YOUR OBJECTIVE: Please transcribe the entries below exactly and leave out every picture.

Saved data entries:
┄┄┄┄┄┄┄┄┄┄

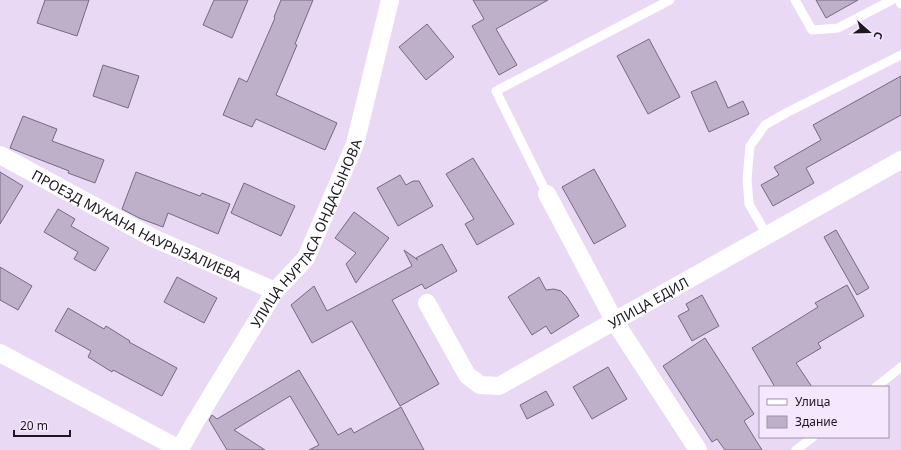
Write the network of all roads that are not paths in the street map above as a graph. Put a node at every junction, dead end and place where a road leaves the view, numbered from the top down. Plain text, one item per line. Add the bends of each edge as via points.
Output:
1 (390, 0) edge
2 (670, 0) edge
3 (795, 0) edge
4 (892, 0) edge
5 (899, 0) edge
6 (901, 4) edge
7 (901, 55) edge
8 (0, 155) edge
9 (901, 160) edge
10 (547, 194) joint
11 (767, 235) junction
12 (275, 292) junction
13 (427, 303) dead end
14 (615, 322) junction
15 (0, 352) edge
16 (901, 367) edge
17 (877, 386) edge
18 (812, 438) edge
19 (181, 450) edge
20 (698, 450) edge
21 (796, 450) edge

1 - 12 street, УЛИЦА НУРТАСА ОНДАСЫНОВА via 355,144 306,258
2 - 10 lane via 496,91
3 - 4 lane via 812,30 838,28
5 - 6 lane
7 - 11 lane via 765,125 750,146 747,179 750,204
8 - 12 street, ПРОЕЗД МУКАНА НАУРЫЗАЛИЕВА via 153,238
9 - 11 street, УЛИЦА ЕДИЛ
10 - 14 street
11 - 14 street, УЛИЦА ЕДИЛ
12 - 19 street, УЛИЦА НУРТАСА ОНДАСЫНОВА via 194,424
13 - 14 street, УЛИЦА ЕДИЛ via 468,375 480,385 499,386
14 - 20 street
15 - 19 street
16 - 17 lane
18 - 21 lane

┄┄┄┄┄┄┄┄┄┄

TASK RESULT:
Write the network of all roads that are not paths in the street map above as a graph. Put a node at every junction, dead end and place where a road leaves the view, numbered from the top down. Plain text, one item per line. Add the bends of each edge as via points.
Output:
1 (390, 0) edge
2 (670, 0) edge
3 (795, 0) edge
4 (892, 0) edge
5 (899, 0) edge
6 (901, 4) edge
7 (901, 55) edge
8 (0, 155) edge
9 (901, 160) edge
10 (547, 194) joint
11 (767, 235) junction
12 (275, 292) junction
13 (427, 303) dead end
14 (615, 322) junction
15 (0, 352) edge
16 (901, 367) edge
17 (877, 386) edge
18 (812, 438) edge
19 (181, 450) edge
20 (698, 450) edge
21 (796, 450) edge

1 - 12 street, УЛИЦА НУРТАСА ОНДАСЫНОВА via 355,144 306,258
2 - 10 lane via 496,91
3 - 4 lane via 812,30 838,28
5 - 6 lane
7 - 11 lane via 765,125 750,146 747,179 750,204
8 - 12 street, ПРОЕЗД МУКАНА НАУРЫЗАЛИЕВА via 153,238
9 - 11 street, УЛИЦА ЕДИЛ
10 - 14 street
11 - 14 street, УЛИЦА ЕДИЛ
12 - 19 street, УЛИЦА НУРТАСА ОНДАСЫНОВА via 194,424
13 - 14 street, УЛИЦА ЕДИЛ via 468,375 480,385 499,386
14 - 20 street
15 - 19 street
16 - 17 lane
18 - 21 lane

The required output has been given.